_Exercise brief:_ For the data that follows, give the number of lines in which "roads" appears. Add nothing to it.

:::

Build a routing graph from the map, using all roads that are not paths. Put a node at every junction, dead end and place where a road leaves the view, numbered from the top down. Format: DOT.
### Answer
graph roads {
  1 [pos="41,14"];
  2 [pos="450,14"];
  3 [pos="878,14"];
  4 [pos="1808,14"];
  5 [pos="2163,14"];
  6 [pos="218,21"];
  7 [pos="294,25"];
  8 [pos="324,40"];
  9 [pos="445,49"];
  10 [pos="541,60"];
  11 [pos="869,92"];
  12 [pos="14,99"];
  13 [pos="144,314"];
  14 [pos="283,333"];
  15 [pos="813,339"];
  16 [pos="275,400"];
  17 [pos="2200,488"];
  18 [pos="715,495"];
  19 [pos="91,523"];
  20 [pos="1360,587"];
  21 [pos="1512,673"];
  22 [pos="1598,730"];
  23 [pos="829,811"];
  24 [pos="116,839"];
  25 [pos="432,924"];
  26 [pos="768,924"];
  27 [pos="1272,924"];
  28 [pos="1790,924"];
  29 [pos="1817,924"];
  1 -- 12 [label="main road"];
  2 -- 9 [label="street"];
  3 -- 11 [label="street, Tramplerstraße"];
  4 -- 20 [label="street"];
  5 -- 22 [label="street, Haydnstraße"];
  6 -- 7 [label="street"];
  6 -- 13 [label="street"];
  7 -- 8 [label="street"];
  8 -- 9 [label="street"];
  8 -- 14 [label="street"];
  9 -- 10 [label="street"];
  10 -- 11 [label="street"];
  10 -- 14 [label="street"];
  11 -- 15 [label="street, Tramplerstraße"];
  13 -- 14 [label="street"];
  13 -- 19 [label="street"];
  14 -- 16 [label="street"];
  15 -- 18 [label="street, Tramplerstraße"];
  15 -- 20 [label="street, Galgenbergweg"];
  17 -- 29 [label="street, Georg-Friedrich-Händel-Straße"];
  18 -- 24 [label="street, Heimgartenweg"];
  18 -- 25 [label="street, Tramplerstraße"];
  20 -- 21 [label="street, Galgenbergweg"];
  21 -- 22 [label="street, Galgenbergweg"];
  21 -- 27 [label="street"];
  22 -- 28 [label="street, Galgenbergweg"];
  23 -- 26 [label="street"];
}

:::

_Exercise answer:_ 2